== The data ==

......

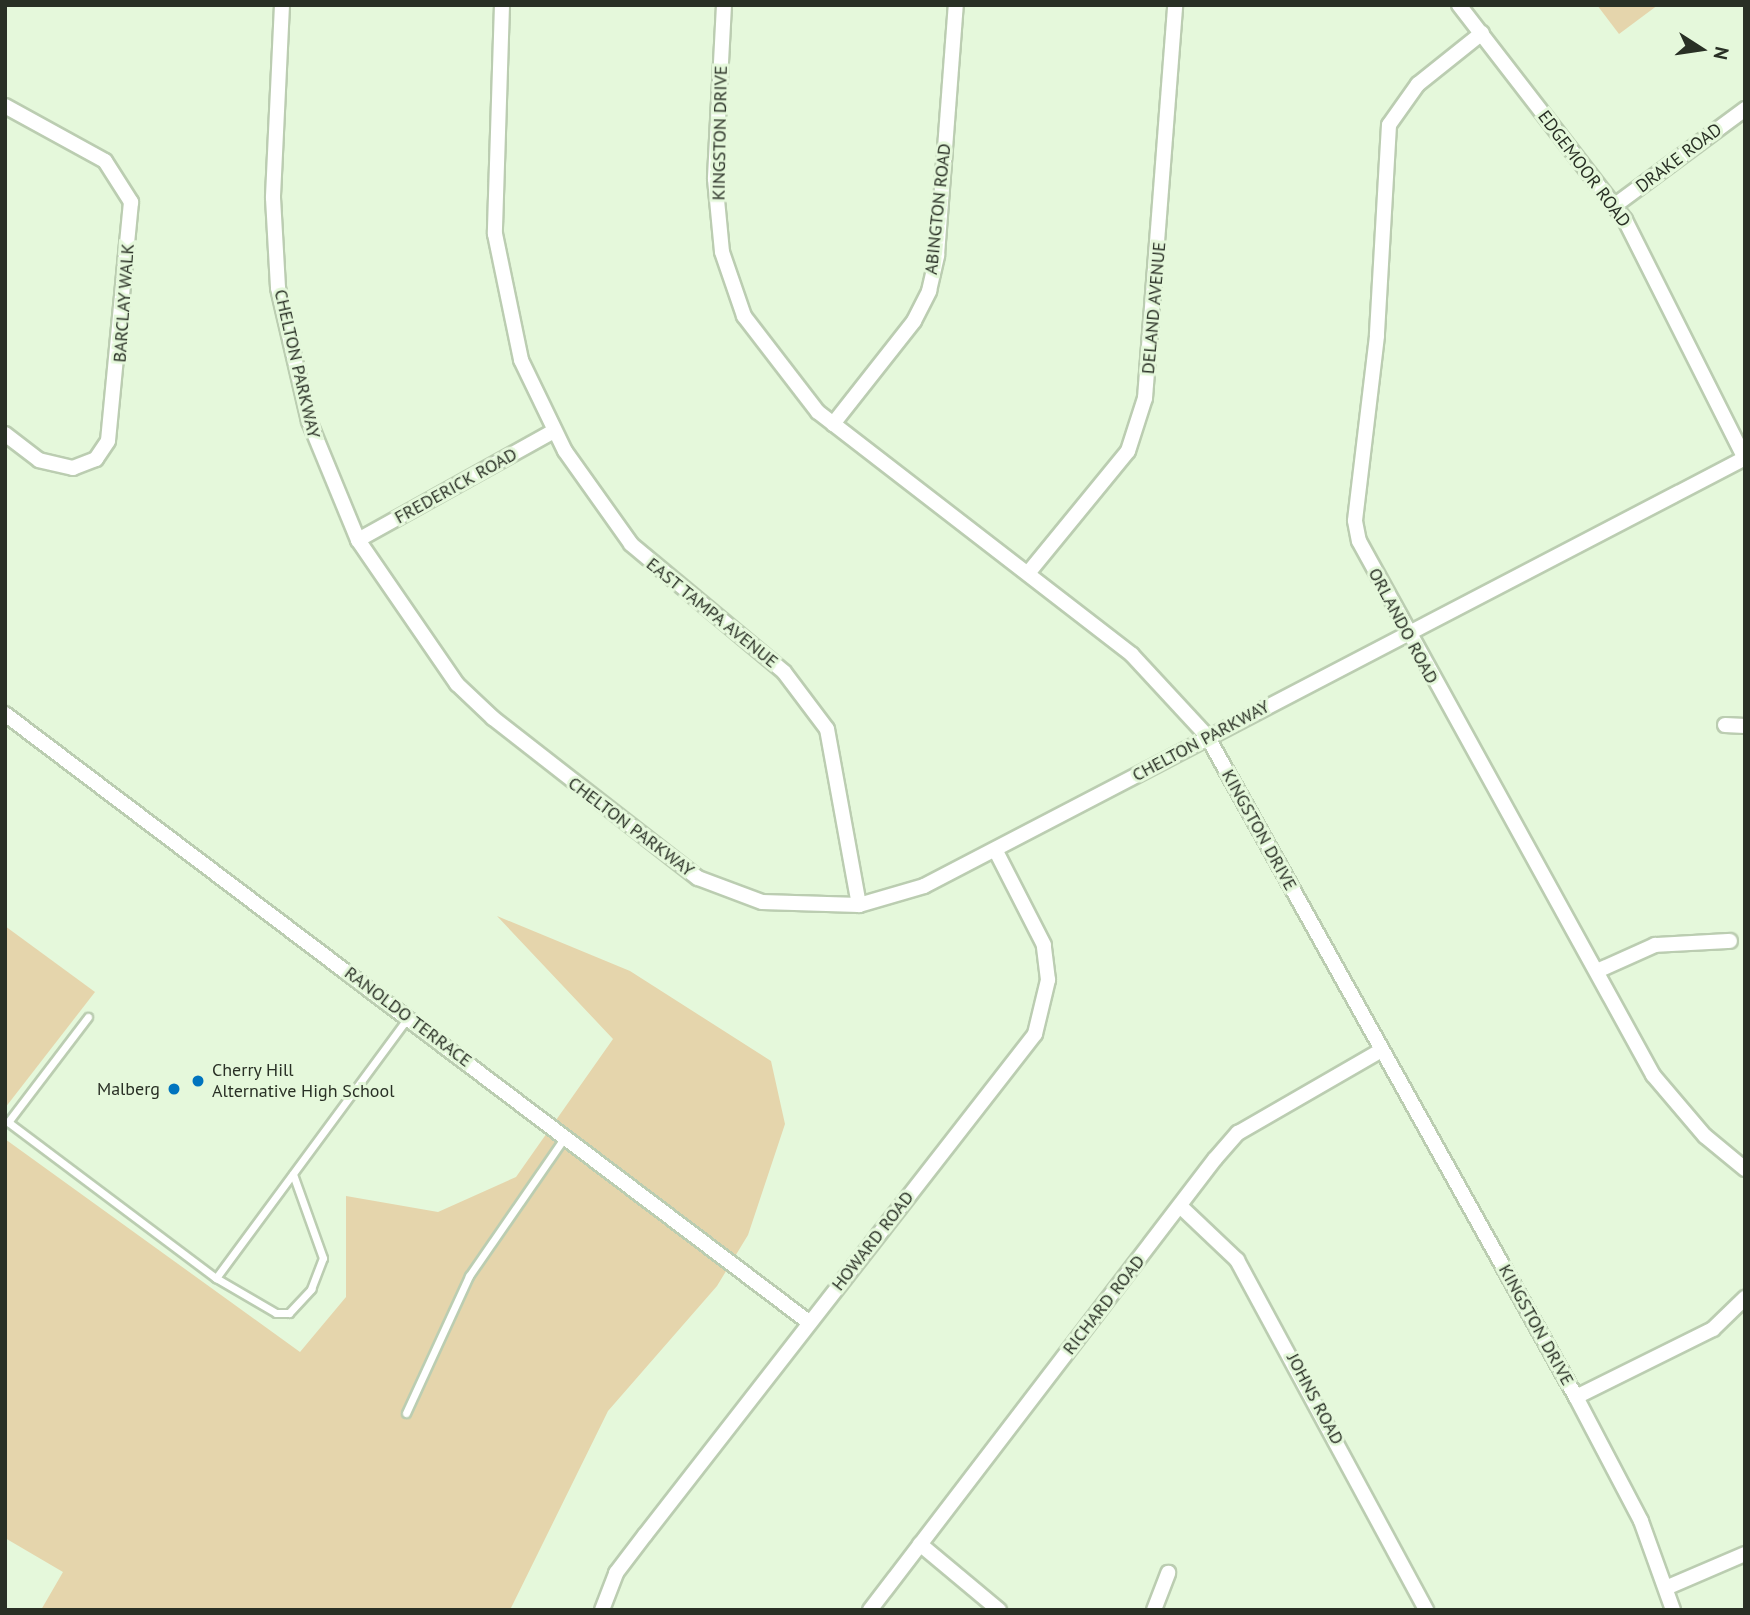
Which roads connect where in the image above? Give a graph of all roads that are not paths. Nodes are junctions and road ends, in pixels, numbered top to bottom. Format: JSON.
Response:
{"nodes":[{"id":1,"x":282,"y":5,"type":"edge"},
{"id":2,"x":502,"y":5,"type":"edge"},
{"id":3,"x":724,"y":5,"type":"edge"},
{"id":4,"x":956,"y":5,"type":"edge"},
{"id":5,"x":1175,"y":5,"type":"edge"},
{"id":6,"x":1459,"y":5,"type":"edge"},
{"id":7,"x":1482,"y":33,"type":"junction"},
{"id":8,"x":5,"y":106,"type":"edge"},
{"id":9,"x":1745,"y":109,"type":"edge"},
{"id":10,"x":1614,"y":206,"type":"junction"},
{"id":11,"x":833,"y":424,"type":"junction"},
{"id":12,"x":554,"y":432,"type":"junction"},
{"id":13,"x":5,"y":434,"type":"edge"},
{"id":14,"x":1745,"y":458,"type":"edge"},
{"id":15,"x":358,"y":540,"type":"junction"},
{"id":16,"x":1029,"y":572,"type":"junction"},
{"id":17,"x":1406,"y":635,"type":"junction"},
{"id":18,"x":5,"y":714,"type":"edge"},
{"id":19,"x":1725,"y":725,"type":"dead end"},
{"id":20,"x":1745,"y":726,"type":"edge"},
{"id":21,"x":1207,"y":736,"type":"junction"},
{"id":22,"x":996,"y":851,"type":"junction"},
{"id":23,"x":859,"y":905,"type":"junction"},
{"id":24,"x":1730,"y":941,"type":"dead end"},
{"id":25,"x":1598,"y":971,"type":"junction"},
{"id":26,"x":88,"y":1017,"type":"dead end"},
{"id":27,"x":408,"y":1017,"type":"junction"},
{"id":28,"x":1382,"y":1051,"type":"junction"},
{"id":29,"x":566,"y":1136,"type":"junction"},
{"id":30,"x":1745,"y":1169,"type":"edge"},
{"id":31,"x":293,"y":1174,"type":"junction"},
{"id":32,"x":1180,"y":1206,"type":"junction"},
{"id":33,"x":216,"y":1278,"type":"junction"},
{"id":34,"x":1745,"y":1298,"type":"edge"},
{"id":35,"x":810,"y":1323,"type":"junction"},
{"id":36,"x":1576,"y":1397,"type":"junction"},
{"id":37,"x":406,"y":1413,"type":"dead end"},
{"id":38,"x":920,"y":1544,"type":"junction"},
{"id":39,"x":1745,"y":1554,"type":"edge"},
{"id":40,"x":1168,"y":1573,"type":"dead end"},
{"id":41,"x":1668,"y":1587,"type":"junction"},
{"id":42,"x":602,"y":1610,"type":"edge"},
{"id":43,"x":870,"y":1610,"type":"edge"},
{"id":44,"x":999,"y":1610,"type":"edge"},
{"id":45,"x":1154,"y":1610,"type":"edge"},
{"id":46,"x":1426,"y":1610,"type":"edge"},
{"id":47,"x":1673,"y":1610,"type":"edge"}],
"edges":[{"from":1,"to":15,"type":"street","name":"CHELTON PARKWAY"},
{"from":2,"to":12,"type":"street","name":"EAST TAMPA AVENUE"},
{"from":3,"to":11,"type":"street","name":"KINGSTON DRIVE"},
{"from":4,"to":11,"type":"street","name":"ABINGTON ROAD"},
{"from":5,"to":16,"type":"street","name":"DELAND AVENUE"},
{"from":6,"to":7,"type":"street","name":"EDGEMOOR ROAD"},
{"from":7,"to":10,"type":"street","name":"EDGEMOOR ROAD"},
{"from":7,"to":17,"type":"street","name":"ORLANDO ROAD"},
{"from":8,"to":13,"type":"street","name":"BARCLAY WALK"},
{"from":9,"to":10,"type":"street","name":"DRAKE ROAD"},
{"from":10,"to":14,"type":"street","name":"EDGEMOOR ROAD"},
{"from":11,"to":16,"type":"street","name":"KINGSTON DRIVE"},
{"from":12,"to":15,"type":"street","name":"FREDERICK ROAD"},
{"from":12,"to":23,"type":"street","name":"EAST TAMPA AVENUE"},
{"from":14,"to":17,"type":"street","name":"CHELTON PARKWAY"},
{"from":15,"to":23,"type":"street","name":"CHELTON PARKWAY"},
{"from":16,"to":21,"type":"street","name":"KINGSTON DRIVE"},
{"from":17,"to":21,"type":"street","name":"CHELTON PARKWAY"},
{"from":17,"to":25,"type":"street","name":"ORLANDO ROAD"},
{"from":18,"to":27,"type":"street","name":"RANOLDO TERRACE"},
{"from":19,"to":20,"type":"street"},
{"from":21,"to":22,"type":"street","name":"CHELTON PARKWAY"},
{"from":21,"to":28,"type":"street","name":"KINGSTON DRIVE"},
{"from":22,"to":23,"type":"street","name":"CHELTON PARKWAY"},
{"from":22,"to":35,"type":"street","name":"HOWARD ROAD"},
{"from":24,"to":25,"type":"street"},
{"from":25,"to":30,"type":"street","name":"ORLANDO ROAD"},
{"from":26,"to":33,"type":"lane"},
{"from":27,"to":29,"type":"street","name":"RANOLDO TERRACE"},
{"from":27,"to":31,"type":"lane"},
{"from":28,"to":32,"type":"street","name":"RICHARD ROAD"},
{"from":28,"to":36,"type":"street","name":"KINGSTON DRIVE"},
{"from":29,"to":35,"type":"street","name":"RANOLDO TERRACE"},
{"from":29,"to":37,"type":"lane"},
{"from":31,"to":33,"type":"lane"},
{"from":31,"to":33,"type":"lane"},
{"from":32,"to":38,"type":"street","name":"RICHARD ROAD"},
{"from":32,"to":46,"type":"street","name":"JOHNS ROAD"},
{"from":34,"to":36,"type":"street"},
{"from":35,"to":42,"type":"street","name":"HOWARD ROAD"},
{"from":36,"to":41,"type":"street","name":"KINGSTON DRIVE"},
{"from":38,"to":43,"type":"street","name":"RICHARD ROAD"},
{"from":38,"to":44,"type":"street"},
{"from":39,"to":41,"type":"street"},
{"from":40,"to":45,"type":"street"},
{"from":41,"to":47,"type":"street","name":"KINGSTON DRIVE"}]}
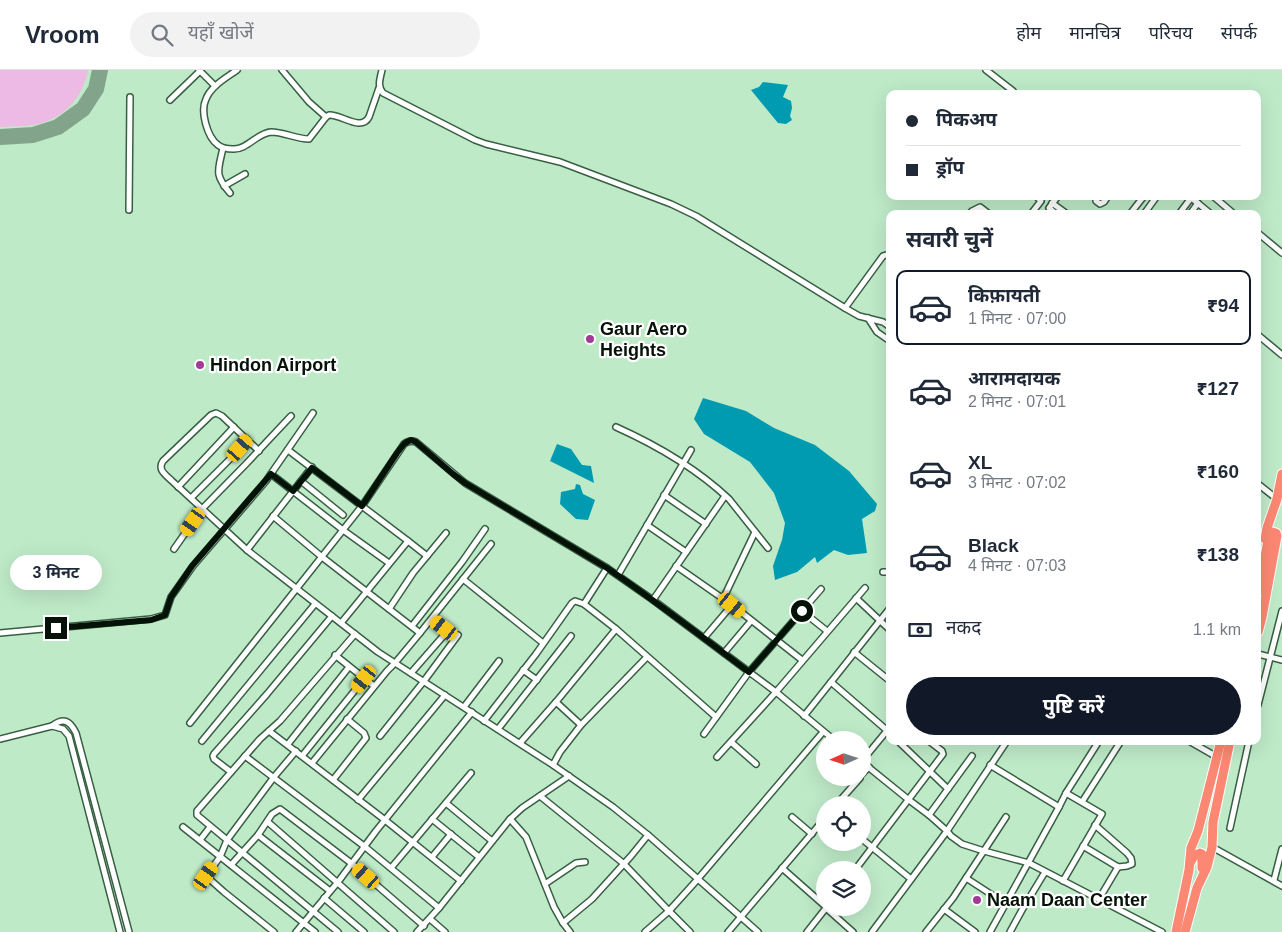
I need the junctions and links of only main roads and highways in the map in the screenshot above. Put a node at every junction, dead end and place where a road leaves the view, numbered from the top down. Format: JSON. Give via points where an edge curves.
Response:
{"nodes":[{"id":1,"x":1282,"y":474,"type":"edge"},
{"id":2,"x":1282,"y":530,"type":"edge"},
{"id":3,"x":1275,"y":550,"type":"edge"},
{"id":4,"x":1261,"y":585,"type":"edge"},
{"id":5,"x":1261,"y":621,"type":"edge"},
{"id":6,"x":1220,"y":745,"type":"edge"},
{"id":7,"x":1229,"y":745,"type":"edge"},
{"id":8,"x":1190,"y":863,"type":"junction"},
{"id":9,"x":1202,"y":875,"type":"junction"},
{"id":10,"x":1176,"y":932,"type":"edge"},
{"id":11,"x":1185,"y":932,"type":"edge"}],
"edges":[{"from":1,"to":3,"type":"highway","via":[[1264,543]]},
{"from":2,"to":3,"type":"highway"},
{"from":3,"to":4,"type":"highway"},
{"from":3,"to":5,"type":"highway"},
{"from":6,"to":8,"type":"highway","via":[[1191,848]]},
{"from":7,"to":9,"type":"highway","via":[[1213,822],[1212,847]]},
{"from":8,"to":9,"type":"highway","via":[[1194,856],[1202,854]]},
{"from":8,"to":10,"type":"highway"},
{"from":9,"to":11,"type":"highway"}]}
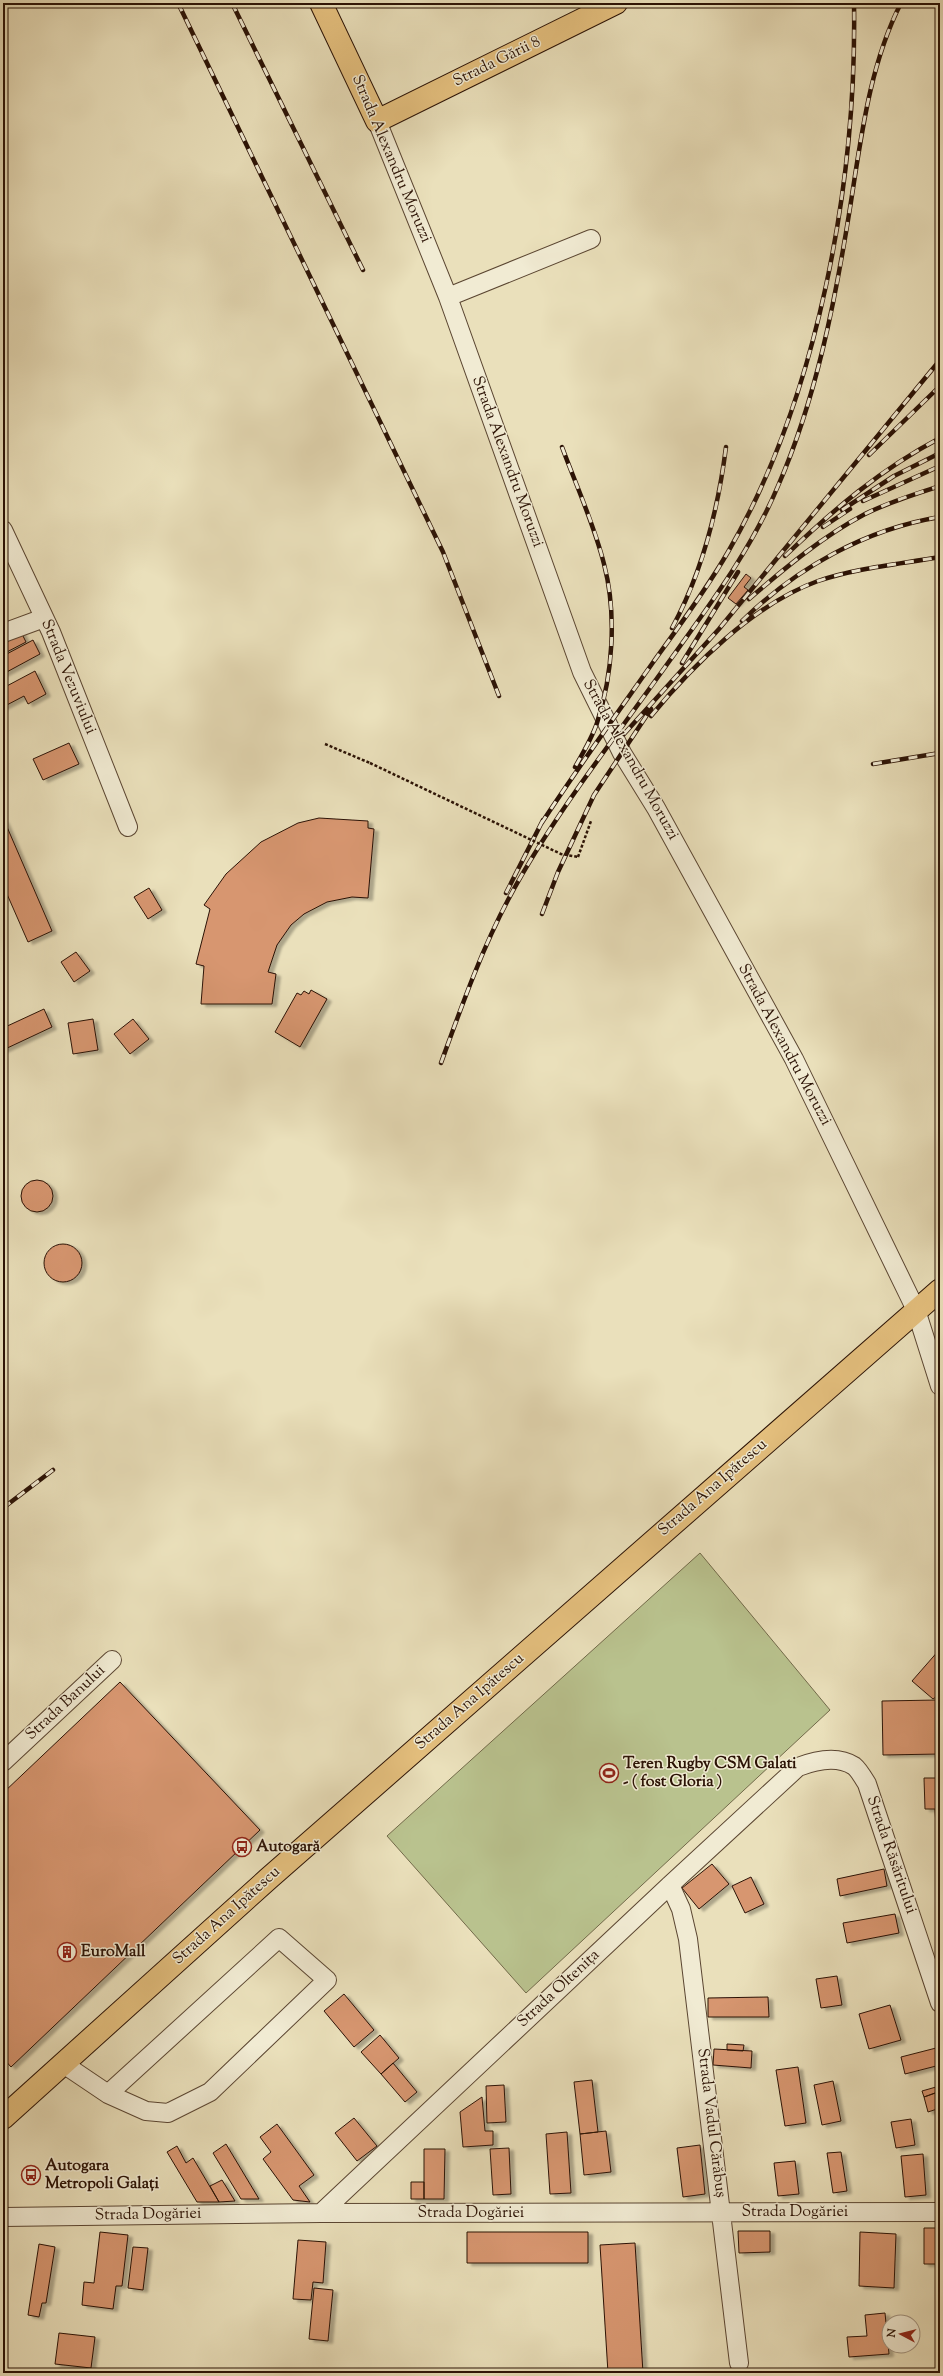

......

== Problem details ==
Pick every line of the data that includes the string "JSON".

== Task result ==
Which roads connect where in the image above? Give a graph of all roads that are not paths. Nodes are junctions and road ends, in pixels, numbered top to bottom. Format: JSON.
I need the junctions and links of only main roads and highways in the map in the screenshot above. Put a node at every junction, dead end and place where a road leaves the view, numbered from the top down. Format: JSON. Give via points where an edge curves.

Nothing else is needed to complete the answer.